デジタルトランスフォーメーションを推進するためのガイドライン

1.IT投資が十分行われていない

日本はITに対して新しい投資をするのではなく、既存のシステムの維持に費用をかけています。システムを独自にカスタマイズしているため、維持費用だけでなく、そのシステムを改修するにも費用がかかります。

日本の場合、システムをそれぞれの企業のやり方に合わせてカスタマイズしているところが多いです。企業によっては担当者の意向に従って変更されることもあります。そのためシステムが複雑化して、別の担当者が来てもわからないということもあるのです。

そうすると担当者が変わるたびにシステムを変更しなければいけないですよね。またブラックボックス化したシステムは、新規にシステムを導入するよりも、改修費用が多くかかってしまうこともあるのです。
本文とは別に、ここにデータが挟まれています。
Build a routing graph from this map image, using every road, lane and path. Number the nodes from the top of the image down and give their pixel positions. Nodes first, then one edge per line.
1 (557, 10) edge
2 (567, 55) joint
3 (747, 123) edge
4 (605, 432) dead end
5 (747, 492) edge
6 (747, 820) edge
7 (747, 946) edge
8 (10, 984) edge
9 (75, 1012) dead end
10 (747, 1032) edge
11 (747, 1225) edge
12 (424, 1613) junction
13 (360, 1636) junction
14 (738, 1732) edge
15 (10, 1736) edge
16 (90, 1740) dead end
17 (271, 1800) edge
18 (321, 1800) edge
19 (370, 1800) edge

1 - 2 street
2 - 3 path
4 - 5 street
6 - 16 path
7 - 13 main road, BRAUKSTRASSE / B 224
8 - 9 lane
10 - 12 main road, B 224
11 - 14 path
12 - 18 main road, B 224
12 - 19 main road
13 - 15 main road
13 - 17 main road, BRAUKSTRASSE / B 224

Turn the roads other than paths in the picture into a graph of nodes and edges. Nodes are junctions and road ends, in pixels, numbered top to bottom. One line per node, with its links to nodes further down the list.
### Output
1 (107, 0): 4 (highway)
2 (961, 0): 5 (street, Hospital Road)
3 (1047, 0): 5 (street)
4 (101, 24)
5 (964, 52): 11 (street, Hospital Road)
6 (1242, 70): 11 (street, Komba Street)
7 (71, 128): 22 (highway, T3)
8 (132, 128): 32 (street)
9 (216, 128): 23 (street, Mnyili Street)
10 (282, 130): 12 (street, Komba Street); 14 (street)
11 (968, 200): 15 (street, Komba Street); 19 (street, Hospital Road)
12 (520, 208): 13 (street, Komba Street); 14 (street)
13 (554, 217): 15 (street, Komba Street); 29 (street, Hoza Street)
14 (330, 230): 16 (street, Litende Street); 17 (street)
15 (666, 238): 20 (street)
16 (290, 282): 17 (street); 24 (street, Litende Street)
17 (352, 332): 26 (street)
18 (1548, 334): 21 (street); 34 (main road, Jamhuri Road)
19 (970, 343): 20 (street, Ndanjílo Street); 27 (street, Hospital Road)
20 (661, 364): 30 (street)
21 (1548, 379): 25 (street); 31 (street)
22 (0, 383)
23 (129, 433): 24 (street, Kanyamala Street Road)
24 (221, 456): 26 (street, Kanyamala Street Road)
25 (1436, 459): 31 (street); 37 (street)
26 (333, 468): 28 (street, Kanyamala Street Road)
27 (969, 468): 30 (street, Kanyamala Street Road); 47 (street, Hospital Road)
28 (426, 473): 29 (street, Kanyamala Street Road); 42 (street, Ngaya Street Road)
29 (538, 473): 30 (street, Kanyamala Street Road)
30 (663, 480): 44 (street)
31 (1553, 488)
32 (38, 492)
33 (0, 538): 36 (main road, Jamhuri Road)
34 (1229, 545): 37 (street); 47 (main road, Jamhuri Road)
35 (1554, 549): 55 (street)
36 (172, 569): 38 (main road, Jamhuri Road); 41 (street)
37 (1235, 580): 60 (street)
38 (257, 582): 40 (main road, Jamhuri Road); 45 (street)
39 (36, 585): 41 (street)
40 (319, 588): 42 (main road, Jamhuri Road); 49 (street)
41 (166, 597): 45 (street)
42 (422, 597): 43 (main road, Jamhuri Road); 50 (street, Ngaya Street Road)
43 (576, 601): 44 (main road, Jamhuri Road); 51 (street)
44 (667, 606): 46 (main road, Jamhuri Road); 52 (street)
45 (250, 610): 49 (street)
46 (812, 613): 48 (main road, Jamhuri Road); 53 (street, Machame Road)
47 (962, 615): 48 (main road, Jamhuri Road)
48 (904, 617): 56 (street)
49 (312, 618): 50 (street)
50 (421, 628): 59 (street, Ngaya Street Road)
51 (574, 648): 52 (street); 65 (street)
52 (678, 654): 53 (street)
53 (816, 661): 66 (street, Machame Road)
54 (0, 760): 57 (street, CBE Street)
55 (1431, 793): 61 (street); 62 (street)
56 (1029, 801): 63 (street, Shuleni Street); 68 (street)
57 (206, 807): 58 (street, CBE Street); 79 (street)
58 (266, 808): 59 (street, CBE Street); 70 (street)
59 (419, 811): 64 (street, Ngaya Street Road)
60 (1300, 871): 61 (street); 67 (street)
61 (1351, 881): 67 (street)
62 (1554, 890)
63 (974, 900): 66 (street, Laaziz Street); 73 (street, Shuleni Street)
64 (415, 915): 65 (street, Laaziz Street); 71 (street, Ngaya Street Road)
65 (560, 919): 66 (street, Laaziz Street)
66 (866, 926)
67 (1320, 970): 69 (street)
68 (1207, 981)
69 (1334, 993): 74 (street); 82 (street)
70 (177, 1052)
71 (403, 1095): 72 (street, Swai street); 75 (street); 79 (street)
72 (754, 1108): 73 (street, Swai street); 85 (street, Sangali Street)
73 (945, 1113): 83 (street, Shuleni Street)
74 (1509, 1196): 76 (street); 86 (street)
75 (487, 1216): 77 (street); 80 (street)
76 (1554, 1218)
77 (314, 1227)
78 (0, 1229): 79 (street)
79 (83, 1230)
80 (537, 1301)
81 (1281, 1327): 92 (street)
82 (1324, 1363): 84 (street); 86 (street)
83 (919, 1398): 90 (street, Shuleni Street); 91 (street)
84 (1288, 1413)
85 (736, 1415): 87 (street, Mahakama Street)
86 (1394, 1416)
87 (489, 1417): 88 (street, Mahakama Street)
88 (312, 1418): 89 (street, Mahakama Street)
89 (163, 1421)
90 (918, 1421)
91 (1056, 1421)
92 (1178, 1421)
そのため「攻めのIT投資」と言われるITを活用したビジネスができなくなっているわけです。

2.経営層のビジョンが不十分

経営層としてはDXの必要性は理解しているものの、結局DXをどのように経営に活かしていくかというビジョンがない場合もあります。DXはただシステムを導入するだけではありません。システムを導入することで、今までの業務を効率化していく必要があるのです。

またDXは企業風土を変えることにもつながります。そういう意味では一部のやり方を変えるだけでは問題で、全社的な取り組みが必要になってくるのです。そうした覚悟も経営陣に必要になってくるのがDXなのです。

3.IT人材の不足

DXを行うためにはIT人材が不可欠です。しかし現在IT人材はかなり不足しています。またデータを生かした経営も必要になります。データをビジネスに活かす知識を持っている人材は必要です。しかしそうした人材の確保はなかなか難しいのが現状です。そのためなかなかDXを進められないのです。

4.ベンダー企業に依存している

日本の企業ではシステムを開発する場合、ベンダー企業に要件定義からすべて依存しています。そうするとどのような問題が起こるかというと、実際に企業が課題としているものを解決できないシステムが完成してしまうのです。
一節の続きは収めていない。